The disposal by Russian metal group Mechel of five plants in Romania for $70.00 to an obscure trading company has raised fears of a new wave of layoffs in the struggling European steel industry.
"We fear that the sale of five steel plants in Romania to a firm without any experience in that field will translate into massive job cuts", union leaders said in a statement.
After ArcelorMittal's decision to close plants in France, Belgium and Luxembourg, it is now Romania's turn to be hit by painful restructuring plans.
Mechel, a Russian metal group with revenues totalling $12.5 billion in 2011, announced on February 19 the sale of five Romanian steel plants, citing "unfavourable prices on the European markets" and the need to concentrate on its core business.
The 4,000 employees of Mechel Romania heard the news from the media, and the identity of the buyer, a tiny, unprofitable firm without any experience in the steel industry named Invest Nikrom, triggered controversy.
With 340,000 euros ($442,000) in annual revenues, Invest Nikarom will control five of Romania's main steel plants which together report some 850 million euros in annual sales.
"An aquarium fish has swallowed a whale", the daily newspaper Adevarul concluded.
Even though Mechel plants suffered dozens of millions of euros in losses in recent years and temporarily suspended production in December, "the transaction raises doubts as Nikarom does not seem to have the financial capacity to resume production", the economic newspaper Ziarul Financiar noted.Despite assurances from Romanian Economy Minister Varujan Vosganian that the new owner would relaunch production in the towns of Targoviste and Buzau, hundreds of employees still fear for their future.
And no plan was outlined for Campia Turzii and Braila, where hundreds of people have already been laid off.
"We fear that Invest Nikarom is just a cover for Mechel to proceed with massive layoffs without bearing any social cost," said Constantin Iarca, the union representative at the Braila plant.
Nikarom is owned by the Chumakov family, the parents of Mechel's representative in Romania.
"We also fear the equipment will be sold as scrap as has already happened in some units", Iarca told AFP.
Nikarom's owners declined to answer questions put to them by AFP.
In Braila, a major Romanian port on the Danube River, the mood at the steel rolling mill was gloomy.
Among other products, the unit has produced iron for the shipbuilding industry since 1920 but its workforce has slumped from about 700 people in 2011 to 380 at present.
"How do I feel," repeated 55-year-old Gheorghe Serbanescu when asked the question."Like a man who fears he will lose his job after 33 years in the same company and who does not know what tomorrow will bring.
"My daughter studies at the university.

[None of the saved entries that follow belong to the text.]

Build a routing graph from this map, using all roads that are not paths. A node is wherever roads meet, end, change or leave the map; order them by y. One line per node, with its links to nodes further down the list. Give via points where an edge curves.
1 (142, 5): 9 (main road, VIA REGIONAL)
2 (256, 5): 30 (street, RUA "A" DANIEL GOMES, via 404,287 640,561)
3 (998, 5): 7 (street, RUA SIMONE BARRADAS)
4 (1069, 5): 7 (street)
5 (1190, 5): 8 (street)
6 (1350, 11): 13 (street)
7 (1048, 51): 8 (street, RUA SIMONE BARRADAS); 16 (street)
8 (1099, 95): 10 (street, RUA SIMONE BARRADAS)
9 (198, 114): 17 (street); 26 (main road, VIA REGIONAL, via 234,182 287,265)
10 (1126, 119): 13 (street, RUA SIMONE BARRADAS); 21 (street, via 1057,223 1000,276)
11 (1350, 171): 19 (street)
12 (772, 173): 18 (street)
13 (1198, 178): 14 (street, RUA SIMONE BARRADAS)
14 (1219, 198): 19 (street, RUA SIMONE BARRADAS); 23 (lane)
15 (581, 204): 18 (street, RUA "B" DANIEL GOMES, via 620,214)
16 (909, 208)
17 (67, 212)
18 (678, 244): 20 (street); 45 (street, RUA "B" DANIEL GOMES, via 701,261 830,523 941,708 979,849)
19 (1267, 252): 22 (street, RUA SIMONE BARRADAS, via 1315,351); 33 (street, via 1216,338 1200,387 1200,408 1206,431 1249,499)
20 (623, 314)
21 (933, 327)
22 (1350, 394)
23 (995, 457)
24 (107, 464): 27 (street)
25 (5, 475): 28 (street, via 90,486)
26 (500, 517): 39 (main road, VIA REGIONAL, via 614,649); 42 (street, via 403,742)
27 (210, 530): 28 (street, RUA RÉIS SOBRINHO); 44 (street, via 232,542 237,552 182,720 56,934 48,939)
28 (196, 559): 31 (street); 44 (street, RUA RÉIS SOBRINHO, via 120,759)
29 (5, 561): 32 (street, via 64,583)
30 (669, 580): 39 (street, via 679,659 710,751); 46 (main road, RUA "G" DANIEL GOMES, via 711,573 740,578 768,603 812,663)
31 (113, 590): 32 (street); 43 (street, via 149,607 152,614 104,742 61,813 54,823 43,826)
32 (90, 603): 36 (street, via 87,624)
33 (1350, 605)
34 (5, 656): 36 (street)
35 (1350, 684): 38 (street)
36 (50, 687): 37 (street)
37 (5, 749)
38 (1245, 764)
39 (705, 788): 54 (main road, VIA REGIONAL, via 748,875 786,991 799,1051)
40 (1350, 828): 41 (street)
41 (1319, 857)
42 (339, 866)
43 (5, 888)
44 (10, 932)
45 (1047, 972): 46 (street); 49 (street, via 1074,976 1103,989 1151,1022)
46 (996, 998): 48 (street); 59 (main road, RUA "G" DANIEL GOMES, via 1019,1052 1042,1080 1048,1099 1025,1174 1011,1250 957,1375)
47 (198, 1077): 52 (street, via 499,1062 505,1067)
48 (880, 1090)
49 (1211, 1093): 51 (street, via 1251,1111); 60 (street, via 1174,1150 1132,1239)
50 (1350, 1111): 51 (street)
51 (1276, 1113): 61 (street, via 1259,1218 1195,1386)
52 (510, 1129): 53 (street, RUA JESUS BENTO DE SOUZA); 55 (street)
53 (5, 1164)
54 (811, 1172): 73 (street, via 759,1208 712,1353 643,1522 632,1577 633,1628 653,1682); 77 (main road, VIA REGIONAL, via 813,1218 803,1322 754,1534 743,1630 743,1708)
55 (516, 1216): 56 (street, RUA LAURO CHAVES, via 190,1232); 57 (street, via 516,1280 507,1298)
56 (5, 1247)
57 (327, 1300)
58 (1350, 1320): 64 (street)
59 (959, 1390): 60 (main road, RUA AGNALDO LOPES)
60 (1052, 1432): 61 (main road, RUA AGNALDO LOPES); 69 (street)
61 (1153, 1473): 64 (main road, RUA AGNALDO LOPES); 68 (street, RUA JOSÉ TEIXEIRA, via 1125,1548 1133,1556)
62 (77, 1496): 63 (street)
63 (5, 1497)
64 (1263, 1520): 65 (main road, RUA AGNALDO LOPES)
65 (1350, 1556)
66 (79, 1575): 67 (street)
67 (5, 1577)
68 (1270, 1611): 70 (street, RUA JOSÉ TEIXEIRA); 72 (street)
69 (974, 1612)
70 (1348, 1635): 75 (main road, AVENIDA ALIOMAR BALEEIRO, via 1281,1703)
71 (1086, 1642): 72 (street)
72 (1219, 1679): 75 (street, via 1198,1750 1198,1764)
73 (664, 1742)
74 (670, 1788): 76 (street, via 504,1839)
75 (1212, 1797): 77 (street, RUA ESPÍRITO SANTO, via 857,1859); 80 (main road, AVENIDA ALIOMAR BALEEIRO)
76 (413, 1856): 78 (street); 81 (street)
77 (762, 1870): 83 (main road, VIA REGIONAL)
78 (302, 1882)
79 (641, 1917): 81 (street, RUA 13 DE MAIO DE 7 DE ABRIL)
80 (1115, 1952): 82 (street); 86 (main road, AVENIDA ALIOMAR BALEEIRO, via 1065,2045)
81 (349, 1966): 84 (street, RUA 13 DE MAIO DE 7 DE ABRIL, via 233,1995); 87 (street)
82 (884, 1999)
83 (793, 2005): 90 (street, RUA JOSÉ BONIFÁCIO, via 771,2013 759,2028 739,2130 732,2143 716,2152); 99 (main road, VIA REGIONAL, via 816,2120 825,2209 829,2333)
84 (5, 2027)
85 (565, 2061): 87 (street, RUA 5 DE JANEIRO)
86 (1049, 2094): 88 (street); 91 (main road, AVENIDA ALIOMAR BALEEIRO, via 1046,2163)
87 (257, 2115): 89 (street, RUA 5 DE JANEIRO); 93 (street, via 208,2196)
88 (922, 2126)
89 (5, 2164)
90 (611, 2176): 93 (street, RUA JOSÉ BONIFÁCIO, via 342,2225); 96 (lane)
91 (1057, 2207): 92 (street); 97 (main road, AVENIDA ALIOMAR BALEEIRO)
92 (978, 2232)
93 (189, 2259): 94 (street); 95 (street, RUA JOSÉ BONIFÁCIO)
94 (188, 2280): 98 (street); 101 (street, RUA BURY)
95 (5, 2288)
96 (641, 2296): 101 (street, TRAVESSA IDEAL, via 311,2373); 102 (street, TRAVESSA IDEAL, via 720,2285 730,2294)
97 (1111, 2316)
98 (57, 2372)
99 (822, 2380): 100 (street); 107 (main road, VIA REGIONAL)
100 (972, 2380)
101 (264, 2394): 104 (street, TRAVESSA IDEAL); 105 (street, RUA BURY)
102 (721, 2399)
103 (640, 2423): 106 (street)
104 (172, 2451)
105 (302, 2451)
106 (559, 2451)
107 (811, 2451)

I do not know how I will support her if we lose our jobs", Serbanescu told AFP.
His colleague Victor Mazilu who started to work at the plant in 1980 was another of those who worried.
"At the moment, the pay comes late but the bills for heating and the mortgage for my house cannot wait. What will I do if I lose my job?", Mazilu wondered.
From Braila to Campia Turzii, workers accused Mechel of deliberately acting to bring the former crown jewels of Romania's steel industry to ruin.
"The plant in Braila used to buy raw materials at a price exceeding the market average from a Mechel subsidiary called Mechel Services. But finished products were then bought by another Mechel daughter company, Mechel Trade, for less than the market value", Iarca said.
In general, the workers in Romania also felt abandoned by political leaders.
"In France, the ministers and even the president tried to put pressure on Mittal when the company wanted to close plants", Mazilu recalled.
"Here, when we talk to state representatives, mayors, they all say: this is a private transaction, we cannot do anything", his colleague added.
Social-Democrat Prime Minister Victor Ponta held the same position.
Iarca urged authorities to check if privatisation commitments had been respected.
He emphasised that regulations had been violated since employees were not informed directly about the sale and salaries were being paid late.
Between 2008 and 2012, Romania's steel industry lost 10,000 jobs and production slumped from five to three million tons, according to official figures.
Despite the discouraging trend, Serbanescu says hope "will die last."
Although production has been suspended at Braila, he goes every day to the plant.
"I cannot help it. I hope a serious investor will come because we want to work," he said.